– Future professor

I offered to drop Eli off at school on my way into Cambridge this morning. As we got closer to the high school, right around the time of the first bell, activity intensified: cars, bikes, crossing guards, pedestrians, teens, teachers. As we were stopped at an intersection, a student crossed it diagonally. Tall, slight, curly-haired, and hunched under the weight of his pack, he continuously blinked, grimaced, and adjusted his head on his neck as he made his way across, as though the sun and the concrete world were just too much for him and intruded on his private musings.

“Look at that funny kid,” I said to Eli, and I pointed.

“Yeah, I noticed him,” he replied.

“Someday he’s going to be one of those absent-minded professors,” I said.

Eli paused. He smiled. “And yet, his students won’t not like him.”

I knew what he meant. “He’ll be both. You’re right.”

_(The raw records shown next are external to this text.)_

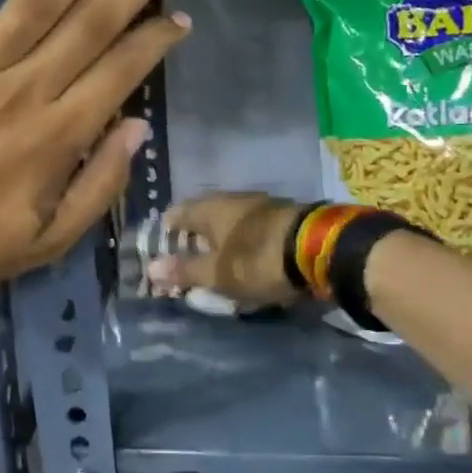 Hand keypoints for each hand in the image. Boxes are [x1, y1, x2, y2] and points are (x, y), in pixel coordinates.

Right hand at [146, 191, 305, 306]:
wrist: (320, 250)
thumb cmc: (257, 260)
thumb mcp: (217, 273)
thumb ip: (185, 270)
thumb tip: (151, 267)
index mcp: (211, 208)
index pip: (177, 213)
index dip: (166, 231)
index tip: (161, 250)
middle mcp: (235, 200)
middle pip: (206, 217)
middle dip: (195, 238)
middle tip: (188, 262)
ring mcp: (264, 207)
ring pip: (232, 223)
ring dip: (223, 242)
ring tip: (218, 266)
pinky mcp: (286, 219)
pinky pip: (255, 231)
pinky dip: (246, 245)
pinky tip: (248, 262)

And on my way to work, alone in the car, I thought about being a student and, along with my friends, loving our funny, weird, and quirky teachers and, as a way to show how much we had studied the objects of our affection, performing for each other our elaborate impersonations of the well-loved teachers’ mannerisms. We would laugh, and the laughter was never mean-spirited. It was gleeful, buoyant, and conveyed recognition. And I dare say the impersonations and laughter knit us together, too.